▼

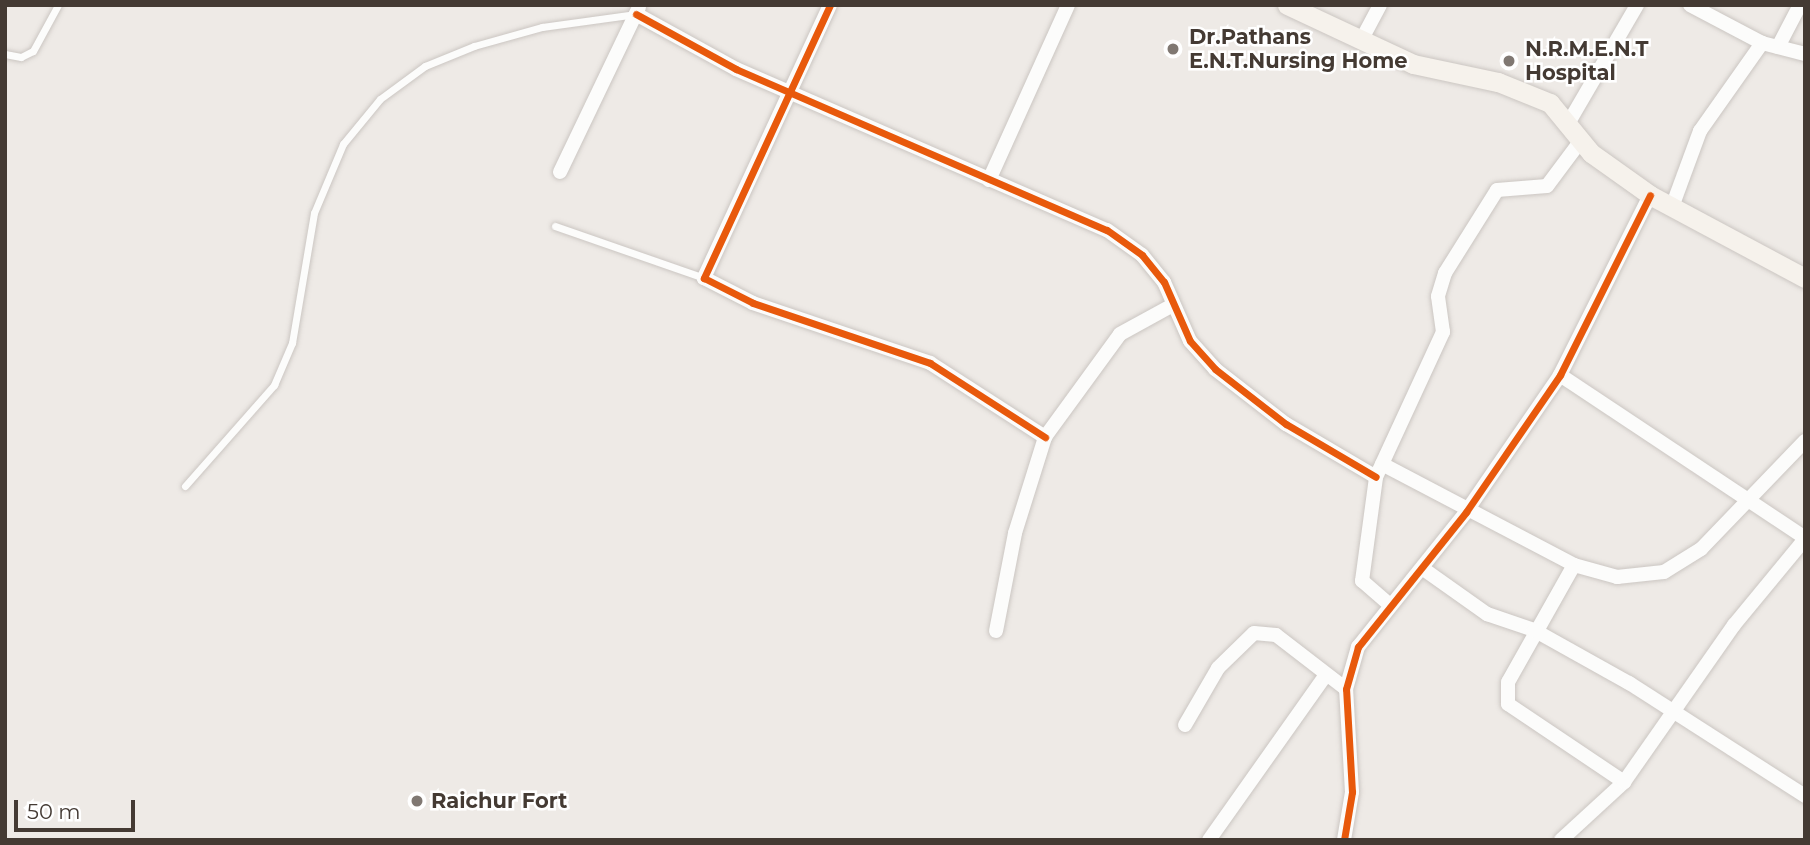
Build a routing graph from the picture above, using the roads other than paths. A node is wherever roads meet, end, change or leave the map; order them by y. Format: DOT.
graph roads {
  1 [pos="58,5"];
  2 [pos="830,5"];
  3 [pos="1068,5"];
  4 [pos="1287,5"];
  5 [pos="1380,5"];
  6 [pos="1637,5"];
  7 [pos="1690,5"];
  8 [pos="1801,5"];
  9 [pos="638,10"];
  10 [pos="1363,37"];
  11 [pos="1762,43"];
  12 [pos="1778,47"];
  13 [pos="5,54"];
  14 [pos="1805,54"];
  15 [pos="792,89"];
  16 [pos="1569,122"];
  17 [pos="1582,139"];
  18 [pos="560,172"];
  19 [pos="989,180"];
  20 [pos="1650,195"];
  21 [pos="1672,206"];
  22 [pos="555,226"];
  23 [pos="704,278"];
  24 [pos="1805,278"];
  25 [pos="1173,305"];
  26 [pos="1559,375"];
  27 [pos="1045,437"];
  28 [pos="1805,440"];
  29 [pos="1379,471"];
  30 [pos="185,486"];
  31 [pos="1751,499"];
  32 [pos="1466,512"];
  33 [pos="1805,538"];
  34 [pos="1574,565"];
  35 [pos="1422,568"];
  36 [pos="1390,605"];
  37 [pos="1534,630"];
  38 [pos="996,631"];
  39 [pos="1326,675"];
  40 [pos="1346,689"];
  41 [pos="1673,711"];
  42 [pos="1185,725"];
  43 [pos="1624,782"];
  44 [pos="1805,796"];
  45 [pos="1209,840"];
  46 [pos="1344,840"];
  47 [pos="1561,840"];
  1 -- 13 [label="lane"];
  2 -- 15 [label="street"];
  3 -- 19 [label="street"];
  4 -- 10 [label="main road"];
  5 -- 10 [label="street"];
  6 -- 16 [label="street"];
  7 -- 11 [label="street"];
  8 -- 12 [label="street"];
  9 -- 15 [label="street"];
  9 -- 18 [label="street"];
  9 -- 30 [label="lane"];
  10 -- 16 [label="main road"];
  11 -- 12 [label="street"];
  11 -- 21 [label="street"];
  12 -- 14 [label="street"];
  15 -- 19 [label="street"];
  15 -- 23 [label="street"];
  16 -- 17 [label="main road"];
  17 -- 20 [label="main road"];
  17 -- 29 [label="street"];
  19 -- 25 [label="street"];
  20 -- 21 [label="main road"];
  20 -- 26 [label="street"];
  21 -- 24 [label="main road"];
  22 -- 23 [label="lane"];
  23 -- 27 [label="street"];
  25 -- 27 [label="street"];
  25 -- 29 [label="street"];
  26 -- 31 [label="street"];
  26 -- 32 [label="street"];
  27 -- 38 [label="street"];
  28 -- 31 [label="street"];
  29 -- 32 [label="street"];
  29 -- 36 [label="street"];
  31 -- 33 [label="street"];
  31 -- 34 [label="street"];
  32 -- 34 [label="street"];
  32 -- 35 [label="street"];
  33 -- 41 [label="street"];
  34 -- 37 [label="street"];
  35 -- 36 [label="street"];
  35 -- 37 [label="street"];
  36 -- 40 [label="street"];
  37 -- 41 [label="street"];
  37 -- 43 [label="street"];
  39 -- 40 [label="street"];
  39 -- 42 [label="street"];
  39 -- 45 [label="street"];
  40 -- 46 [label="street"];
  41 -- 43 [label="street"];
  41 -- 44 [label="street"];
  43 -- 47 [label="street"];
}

▲

YOUR ASSIGNMENT:
Omit the images; transcribe the listing verbatim.

SOLUTION TO THIS EXERCISE:
Build a routing graph from the picture above, using the roads other than paths. A node is wherever roads meet, end, change or leave the map; order them by y. Format: DOT.
graph roads {
  1 [pos="58,5"];
  2 [pos="830,5"];
  3 [pos="1068,5"];
  4 [pos="1287,5"];
  5 [pos="1380,5"];
  6 [pos="1637,5"];
  7 [pos="1690,5"];
  8 [pos="1801,5"];
  9 [pos="638,10"];
  10 [pos="1363,37"];
  11 [pos="1762,43"];
  12 [pos="1778,47"];
  13 [pos="5,54"];
  14 [pos="1805,54"];
  15 [pos="792,89"];
  16 [pos="1569,122"];
  17 [pos="1582,139"];
  18 [pos="560,172"];
  19 [pos="989,180"];
  20 [pos="1650,195"];
  21 [pos="1672,206"];
  22 [pos="555,226"];
  23 [pos="704,278"];
  24 [pos="1805,278"];
  25 [pos="1173,305"];
  26 [pos="1559,375"];
  27 [pos="1045,437"];
  28 [pos="1805,440"];
  29 [pos="1379,471"];
  30 [pos="185,486"];
  31 [pos="1751,499"];
  32 [pos="1466,512"];
  33 [pos="1805,538"];
  34 [pos="1574,565"];
  35 [pos="1422,568"];
  36 [pos="1390,605"];
  37 [pos="1534,630"];
  38 [pos="996,631"];
  39 [pos="1326,675"];
  40 [pos="1346,689"];
  41 [pos="1673,711"];
  42 [pos="1185,725"];
  43 [pos="1624,782"];
  44 [pos="1805,796"];
  45 [pos="1209,840"];
  46 [pos="1344,840"];
  47 [pos="1561,840"];
  1 -- 13 [label="lane"];
  2 -- 15 [label="street"];
  3 -- 19 [label="street"];
  4 -- 10 [label="main road"];
  5 -- 10 [label="street"];
  6 -- 16 [label="street"];
  7 -- 11 [label="street"];
  8 -- 12 [label="street"];
  9 -- 15 [label="street"];
  9 -- 18 [label="street"];
  9 -- 30 [label="lane"];
  10 -- 16 [label="main road"];
  11 -- 12 [label="street"];
  11 -- 21 [label="street"];
  12 -- 14 [label="street"];
  15 -- 19 [label="street"];
  15 -- 23 [label="street"];
  16 -- 17 [label="main road"];
  17 -- 20 [label="main road"];
  17 -- 29 [label="street"];
  19 -- 25 [label="street"];
  20 -- 21 [label="main road"];
  20 -- 26 [label="street"];
  21 -- 24 [label="main road"];
  22 -- 23 [label="lane"];
  23 -- 27 [label="street"];
  25 -- 27 [label="street"];
  25 -- 29 [label="street"];
  26 -- 31 [label="street"];
  26 -- 32 [label="street"];
  27 -- 38 [label="street"];
  28 -- 31 [label="street"];
  29 -- 32 [label="street"];
  29 -- 36 [label="street"];
  31 -- 33 [label="street"];
  31 -- 34 [label="street"];
  32 -- 34 [label="street"];
  32 -- 35 [label="street"];
  33 -- 41 [label="street"];
  34 -- 37 [label="street"];
  35 -- 36 [label="street"];
  35 -- 37 [label="street"];
  36 -- 40 [label="street"];
  37 -- 41 [label="street"];
  37 -- 43 [label="street"];
  39 -- 40 [label="street"];
  39 -- 42 [label="street"];
  39 -- 45 [label="street"];
  40 -- 46 [label="street"];
  41 -- 43 [label="street"];
  41 -- 44 [label="street"];
  43 -- 47 [label="street"];
}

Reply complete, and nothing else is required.